* _Task brief_
Copy the data verbatim and leave out every picture.
START Data for this task
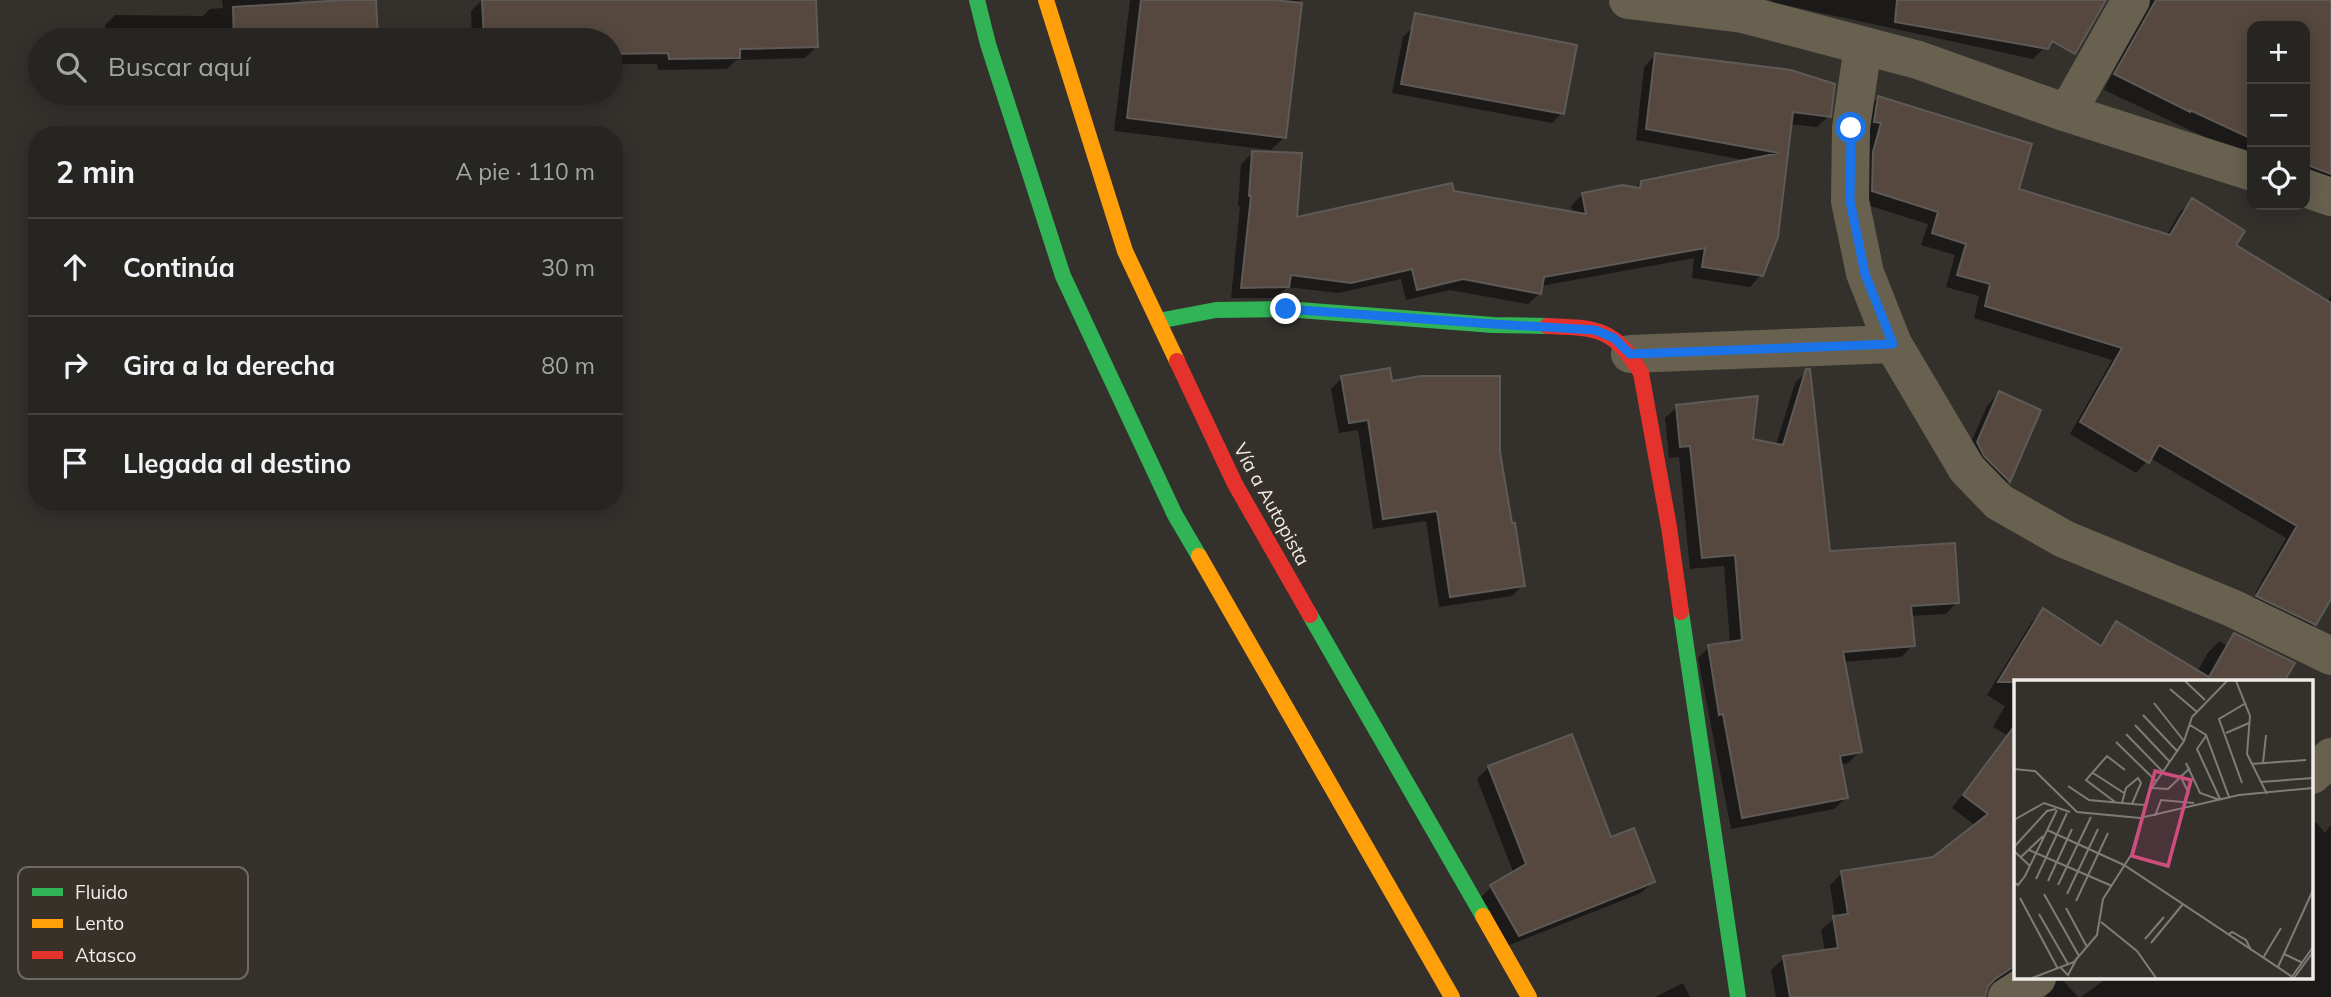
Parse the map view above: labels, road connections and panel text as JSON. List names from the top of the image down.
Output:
{
  "streets": {
    "main road": ["Vía a Autopista"]
  },
  "legend": ["Fluido", "Lento", "Atasco"],
  "page": {
    "map_buttons": ["+", "−"],
    "search": "Buscar aquí",
    "heading": ["2 min", "A pie · 110 m"],
    "list": [
      ["Continúa", "30 m"],
      ["Gira a la derecha", "80 m"],
      "Llegada al destino"
    ]
  }
}
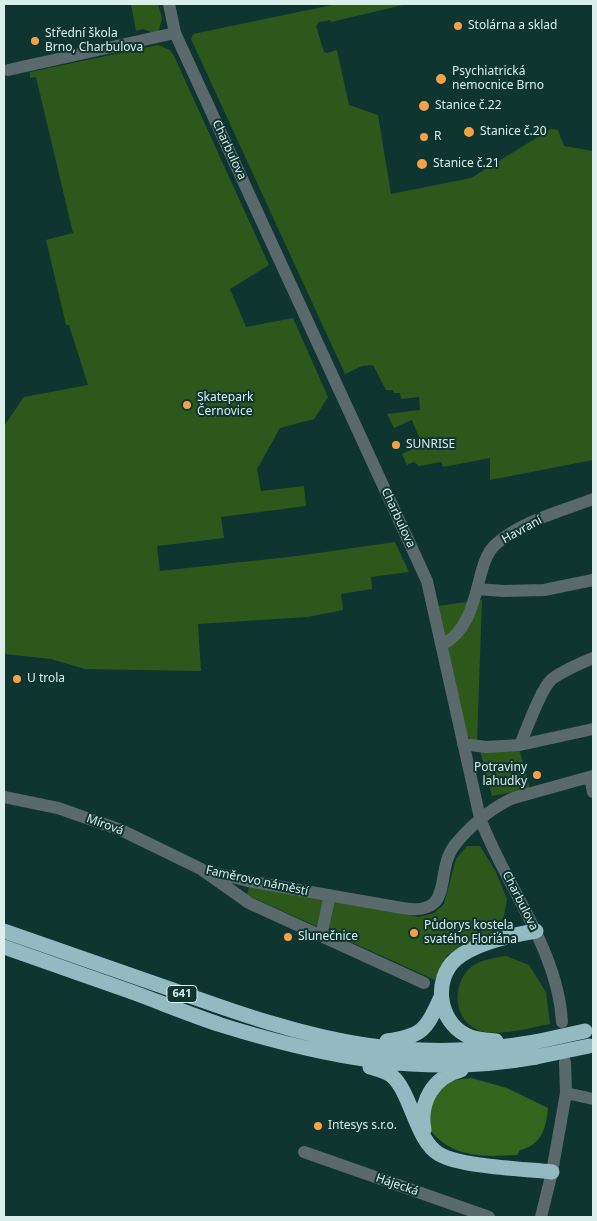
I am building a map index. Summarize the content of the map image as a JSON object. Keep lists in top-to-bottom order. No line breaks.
{"streets":{"highway":["641"],"street":["Charbulova","Havraní","Mírová","Faměrovo náměstí","Hájecká"]},"crossings":[["Charbulova","Havraní"],["Charbulova","Faměrovo náměstí"],["Mírová","Faměrovo náměstí"]],"places":["Stolárna a sklad","Střední škola Brno, Charbulova","Psychiatrická nemocnice Brno","Stanice č.22","Stanice č.20","R","Stanice č.21","Skatepark Černovice","SUNRISE","U trola","Potraviny lahudky","Půdorys kostela svatého Floriána","Slunečnice","Intesys s.r.o."]}
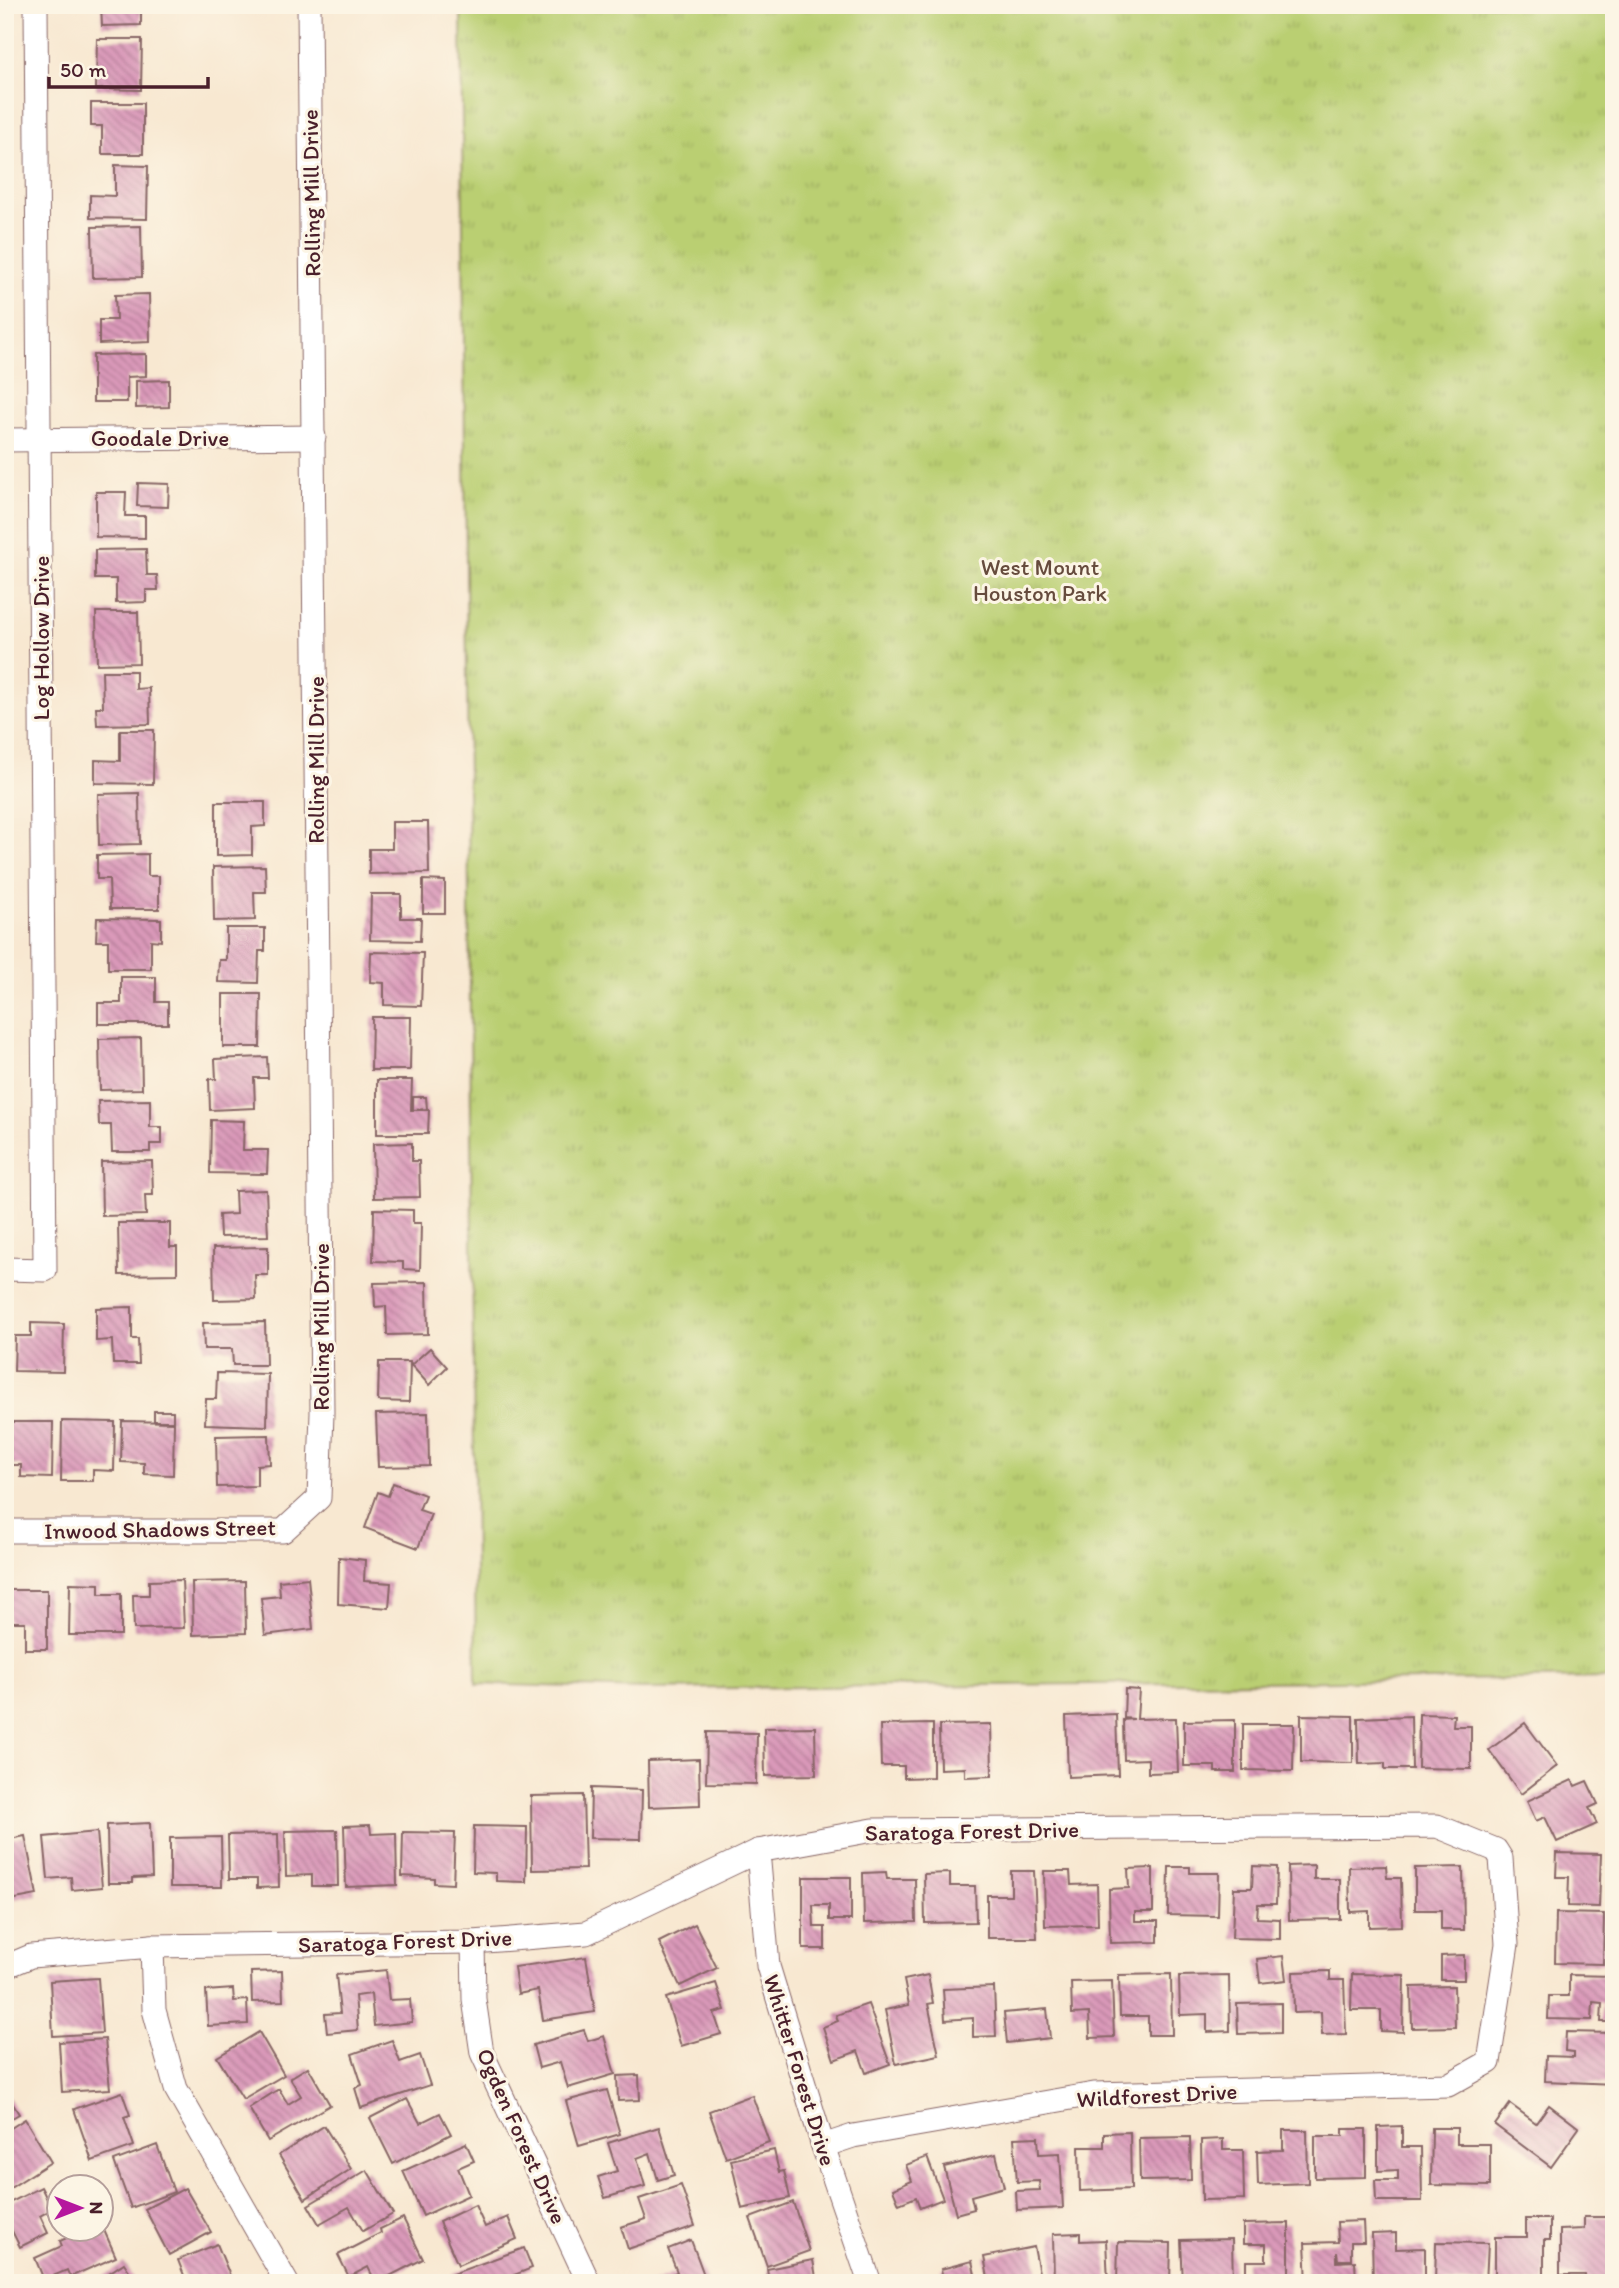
END Data for this task
* _Output below_
Parse the map view above: labels, road connections and panel text as JSON. List names from the top of the image down.
Output:
{
  "streets": {
    "main road": ["Vía a Autopista"]
  },
  "legend": ["Fluido", "Lento", "Atasco"],
  "page": {
    "map_buttons": ["+", "−"],
    "search": "Buscar aquí",
    "heading": ["2 min", "A pie · 110 m"],
    "list": [
      ["Continúa", "30 m"],
      ["Gira a la derecha", "80 m"],
      "Llegada al destino"
    ]
  }
}
I am building a map index. Summarize the content of the map image as a JSON object. Keep lists in top-to-bottom order. No line breaks.
{"streets":{"highway":["641"],"street":["Charbulova","Havraní","Mírová","Faměrovo náměstí","Hájecká"]},"crossings":[["Charbulova","Havraní"],["Charbulova","Faměrovo náměstí"],["Mírová","Faměrovo náměstí"]],"places":["Stolárna a sklad","Střední škola Brno, Charbulova","Psychiatrická nemocnice Brno","Stanice č.22","Stanice č.20","R","Stanice č.21","Skatepark Černovice","SUNRISE","U trola","Potraviny lahudky","Půdorys kostela svatého Floriána","Slunečnice","Intesys s.r.o."]}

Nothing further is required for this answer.